A highly active Ethereum trading bot operating under the name jaredfromsubway.eth lost roughly $7.5 million after an attacker manipulated it into approving malicious contracts, according to onchain data. Security firm Blockaid said the attacker later converted the stolen funds into about 4,427 ETH, routing 1,000 ETH through Tornado Cash.
The exploit resulted in a single transaction that transferred 1,474.58 WETH, about 2.87 million USDC, and nearly 2 million USDT from the bot’s wallet. The bot, known for executing “sandwich” strategies that capture price differences around user trades, had been among the most active entities on Ethereum.
Exploit avoided private key compromise
Blockaid said the breach did not involve phishing or stolen private keys. Instead, the attacker used a more subtle method, tricking the bot into granting token approvals that later enabled withdrawals.
Over several weeks, the attacker deployed 66 counterfeit token contracts designed to mimic WETH, USDC, and USDT. These were paired with fake liquidity pools that appeared profitable to the bot’s automated logic. As a result, the system approved helper contracts that ultimately gained permission to move real assets.
Coordinated drain executed after testing phase
According to a forensic analysis by pseudonymous developer Banteg, the attacker tested the setup with low-value trades that behaved normally. The system then switched behavior during higher-value transactions.
In the final phase, a coordinator contract triggered simultaneous withdrawals across 66 linked contracts, draining funds from the bot’s existing token allowances and consolidating them into the attacker’s wallet.
Funds laundered through Ethereum upgrades and mixers
Blockchain tracker Lookonchain reported that the attacker swapped the stolen assets and began routing proceeds through anonymizing services. The receiving wallet was identified as an EIP-7702 delegated account, a feature introduced in Ethereum’s 2025 Pectra upgrade that allows wallets to execute contract-like code.
The use of this newer account structure highlights how recent network upgrades can introduce unexpected attack surfaces. Separate analysis has suggested that a large share of EIP-7702 delegations has already been linked to automated malicious scripts.
Impersonation account adds confusion
An X account using the same jaredfromsubway.eth identity claimed losses of $15 million and offered a $1 million reward for information. However, onchain analysts flagged the account as an impersonator, citing frequent name changes and unrelated promotional activity.

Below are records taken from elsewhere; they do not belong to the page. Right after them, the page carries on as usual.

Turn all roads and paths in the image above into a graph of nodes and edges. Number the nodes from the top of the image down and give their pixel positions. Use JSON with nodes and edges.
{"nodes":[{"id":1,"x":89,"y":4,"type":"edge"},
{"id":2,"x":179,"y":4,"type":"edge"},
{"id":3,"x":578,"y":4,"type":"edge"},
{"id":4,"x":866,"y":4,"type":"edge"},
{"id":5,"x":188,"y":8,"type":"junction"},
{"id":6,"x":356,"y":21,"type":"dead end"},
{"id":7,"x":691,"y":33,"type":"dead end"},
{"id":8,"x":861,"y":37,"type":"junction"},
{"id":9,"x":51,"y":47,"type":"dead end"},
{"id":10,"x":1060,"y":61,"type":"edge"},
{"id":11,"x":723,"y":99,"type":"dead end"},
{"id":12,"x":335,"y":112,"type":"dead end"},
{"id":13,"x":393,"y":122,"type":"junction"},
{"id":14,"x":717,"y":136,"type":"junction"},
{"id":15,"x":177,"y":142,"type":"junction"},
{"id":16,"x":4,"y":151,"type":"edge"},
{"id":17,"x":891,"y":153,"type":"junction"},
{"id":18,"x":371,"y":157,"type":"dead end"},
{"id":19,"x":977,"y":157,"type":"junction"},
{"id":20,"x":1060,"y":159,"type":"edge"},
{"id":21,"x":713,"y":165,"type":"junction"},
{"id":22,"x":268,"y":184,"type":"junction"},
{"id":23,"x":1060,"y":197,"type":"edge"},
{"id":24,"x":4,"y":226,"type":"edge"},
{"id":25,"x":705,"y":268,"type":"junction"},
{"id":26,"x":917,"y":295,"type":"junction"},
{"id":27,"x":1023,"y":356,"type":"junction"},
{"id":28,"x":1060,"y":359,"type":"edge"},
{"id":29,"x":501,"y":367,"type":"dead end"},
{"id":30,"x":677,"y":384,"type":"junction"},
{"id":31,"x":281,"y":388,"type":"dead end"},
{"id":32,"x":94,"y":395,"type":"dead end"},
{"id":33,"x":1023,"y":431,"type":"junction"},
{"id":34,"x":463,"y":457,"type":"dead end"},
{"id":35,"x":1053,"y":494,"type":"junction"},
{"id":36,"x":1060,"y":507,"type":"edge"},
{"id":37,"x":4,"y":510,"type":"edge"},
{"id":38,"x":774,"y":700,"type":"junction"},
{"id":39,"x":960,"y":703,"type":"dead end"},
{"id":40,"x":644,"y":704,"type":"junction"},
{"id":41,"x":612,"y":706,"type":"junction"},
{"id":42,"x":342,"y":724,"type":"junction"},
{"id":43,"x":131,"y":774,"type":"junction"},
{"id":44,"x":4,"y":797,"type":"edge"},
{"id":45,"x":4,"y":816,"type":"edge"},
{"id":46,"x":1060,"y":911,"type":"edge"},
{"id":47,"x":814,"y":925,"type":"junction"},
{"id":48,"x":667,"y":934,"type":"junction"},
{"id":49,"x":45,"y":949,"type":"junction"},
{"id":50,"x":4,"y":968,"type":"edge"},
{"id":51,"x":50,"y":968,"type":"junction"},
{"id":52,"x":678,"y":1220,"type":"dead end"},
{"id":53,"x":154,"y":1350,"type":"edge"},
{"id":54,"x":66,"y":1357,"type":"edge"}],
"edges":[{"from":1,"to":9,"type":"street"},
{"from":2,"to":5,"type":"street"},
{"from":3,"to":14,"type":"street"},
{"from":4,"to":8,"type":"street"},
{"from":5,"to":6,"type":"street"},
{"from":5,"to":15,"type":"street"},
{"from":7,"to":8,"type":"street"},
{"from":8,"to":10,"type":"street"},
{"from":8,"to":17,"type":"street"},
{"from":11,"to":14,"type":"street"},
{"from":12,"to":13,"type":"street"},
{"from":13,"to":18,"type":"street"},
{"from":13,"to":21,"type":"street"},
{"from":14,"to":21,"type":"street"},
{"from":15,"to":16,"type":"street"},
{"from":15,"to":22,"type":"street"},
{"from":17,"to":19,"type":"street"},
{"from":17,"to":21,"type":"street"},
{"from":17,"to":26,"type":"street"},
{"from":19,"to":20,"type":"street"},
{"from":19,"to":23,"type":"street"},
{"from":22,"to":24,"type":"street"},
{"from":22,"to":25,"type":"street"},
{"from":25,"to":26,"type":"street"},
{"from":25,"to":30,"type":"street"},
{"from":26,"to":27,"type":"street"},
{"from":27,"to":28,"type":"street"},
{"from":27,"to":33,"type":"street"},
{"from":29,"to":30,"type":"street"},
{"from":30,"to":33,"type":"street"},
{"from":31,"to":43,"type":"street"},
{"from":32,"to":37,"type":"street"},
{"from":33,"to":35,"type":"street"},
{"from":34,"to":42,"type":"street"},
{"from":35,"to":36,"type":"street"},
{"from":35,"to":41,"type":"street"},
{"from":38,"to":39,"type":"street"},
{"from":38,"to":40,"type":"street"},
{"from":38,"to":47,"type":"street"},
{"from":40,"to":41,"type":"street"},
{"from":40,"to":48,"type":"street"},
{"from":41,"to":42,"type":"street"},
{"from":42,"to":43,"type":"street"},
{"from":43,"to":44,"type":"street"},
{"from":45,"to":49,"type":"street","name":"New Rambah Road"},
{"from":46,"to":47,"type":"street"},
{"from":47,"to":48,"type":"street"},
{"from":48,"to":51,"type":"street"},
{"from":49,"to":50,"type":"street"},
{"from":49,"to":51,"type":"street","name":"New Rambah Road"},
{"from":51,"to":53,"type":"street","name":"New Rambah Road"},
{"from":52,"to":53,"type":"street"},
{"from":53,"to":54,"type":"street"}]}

One of Ethereum’s most active bots
The targeted bot has been a dominant presence on Ethereum since early 2023, executing more than 85,000 transactions and at times ranking as the network’s largest daily gas spender. It previously drew attention for front-running a trade by Ethereum co-founder Vitalik Buterin, deploying over $1.14 million in WETH to secure the position.
Broader implications for traders
The incident underscores a shift in attack strategies, where exploiter tactics focus on abusing token approval mechanisms rather than stealing keys or directly breaking smart contracts.
For traders and developers, the breach highlights the risks tied to automated systems that rely on external contract interactions. Regularly reviewing and revoking unused token allowances has emerged as a critical safeguard, as open permissions were the key vulnerability exploited in this case.
Meanwhile, the use of Tornado Cash to obscure the funds complicates recovery efforts. A March 2026 U.S. Treasury report noted that while such services have legitimate privacy uses, they remain a common tool for laundering stolen digital assets, including billions linked to state-backed groups in recent years.
The attacker’s identity remains unknown, and it is unclear whether other automated trading systems were affected as onchain investigations continue.